● **DIRECTIONS FOR THIS TASK**
Each line from the one containing "Please list the" through the last line of the entries below is to be transcribed exactly. Nothing else belongs in the reply.

:: RECORD SET

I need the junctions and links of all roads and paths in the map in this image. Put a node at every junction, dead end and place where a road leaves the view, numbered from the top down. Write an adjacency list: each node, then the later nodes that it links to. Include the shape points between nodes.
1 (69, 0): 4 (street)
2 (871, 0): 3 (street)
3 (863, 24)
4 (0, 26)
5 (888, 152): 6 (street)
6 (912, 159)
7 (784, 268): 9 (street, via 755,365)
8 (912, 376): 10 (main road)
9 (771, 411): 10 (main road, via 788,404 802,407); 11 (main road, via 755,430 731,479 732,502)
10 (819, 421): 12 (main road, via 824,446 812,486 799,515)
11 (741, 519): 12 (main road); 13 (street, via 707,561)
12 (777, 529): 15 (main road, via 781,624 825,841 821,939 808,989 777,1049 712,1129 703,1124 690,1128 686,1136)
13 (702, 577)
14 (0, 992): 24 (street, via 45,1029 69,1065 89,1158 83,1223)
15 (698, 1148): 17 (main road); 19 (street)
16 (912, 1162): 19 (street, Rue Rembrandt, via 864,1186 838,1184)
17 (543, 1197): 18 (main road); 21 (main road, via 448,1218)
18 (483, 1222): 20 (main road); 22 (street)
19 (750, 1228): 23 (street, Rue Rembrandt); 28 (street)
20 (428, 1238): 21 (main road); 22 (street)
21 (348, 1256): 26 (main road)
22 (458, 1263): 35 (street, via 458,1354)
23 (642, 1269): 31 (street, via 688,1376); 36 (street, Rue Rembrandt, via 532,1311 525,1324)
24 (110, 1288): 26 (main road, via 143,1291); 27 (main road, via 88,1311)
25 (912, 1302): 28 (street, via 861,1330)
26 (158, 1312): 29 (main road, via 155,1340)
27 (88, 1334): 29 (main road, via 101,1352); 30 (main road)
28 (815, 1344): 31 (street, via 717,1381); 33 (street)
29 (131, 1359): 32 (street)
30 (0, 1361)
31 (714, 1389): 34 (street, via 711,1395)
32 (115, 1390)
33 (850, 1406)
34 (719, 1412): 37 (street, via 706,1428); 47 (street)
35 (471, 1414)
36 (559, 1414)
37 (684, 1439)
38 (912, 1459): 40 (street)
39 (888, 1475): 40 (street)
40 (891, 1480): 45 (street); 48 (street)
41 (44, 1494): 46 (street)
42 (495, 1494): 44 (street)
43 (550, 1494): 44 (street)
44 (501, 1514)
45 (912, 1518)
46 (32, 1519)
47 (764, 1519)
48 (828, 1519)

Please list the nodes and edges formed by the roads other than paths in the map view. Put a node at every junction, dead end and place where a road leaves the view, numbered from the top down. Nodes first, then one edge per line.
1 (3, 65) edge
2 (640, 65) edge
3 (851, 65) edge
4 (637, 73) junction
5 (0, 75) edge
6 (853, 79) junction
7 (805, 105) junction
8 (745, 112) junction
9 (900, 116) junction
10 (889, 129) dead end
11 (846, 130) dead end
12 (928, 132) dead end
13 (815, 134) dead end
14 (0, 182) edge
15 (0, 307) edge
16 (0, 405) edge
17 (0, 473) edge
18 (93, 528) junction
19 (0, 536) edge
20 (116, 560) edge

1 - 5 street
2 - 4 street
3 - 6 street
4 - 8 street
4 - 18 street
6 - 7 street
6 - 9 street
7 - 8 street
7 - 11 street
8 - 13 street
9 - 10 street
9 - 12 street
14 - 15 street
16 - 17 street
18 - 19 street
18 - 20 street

::::

● **EXERCISE RESPONSE**
Please list the nodes and edges formed by the roads other than paths in the map view. Put a node at every junction, dead end and place where a road leaves the view, numbered from the top down. Nodes first, then one edge per line.
1 (3, 65) edge
2 (640, 65) edge
3 (851, 65) edge
4 (637, 73) junction
5 (0, 75) edge
6 (853, 79) junction
7 (805, 105) junction
8 (745, 112) junction
9 (900, 116) junction
10 (889, 129) dead end
11 (846, 130) dead end
12 (928, 132) dead end
13 (815, 134) dead end
14 (0, 182) edge
15 (0, 307) edge
16 (0, 405) edge
17 (0, 473) edge
18 (93, 528) junction
19 (0, 536) edge
20 (116, 560) edge

1 - 5 street
2 - 4 street
3 - 6 street
4 - 8 street
4 - 18 street
6 - 7 street
6 - 9 street
7 - 8 street
7 - 11 street
8 - 13 street
9 - 10 street
9 - 12 street
14 - 15 street
16 - 17 street
18 - 19 street
18 - 20 street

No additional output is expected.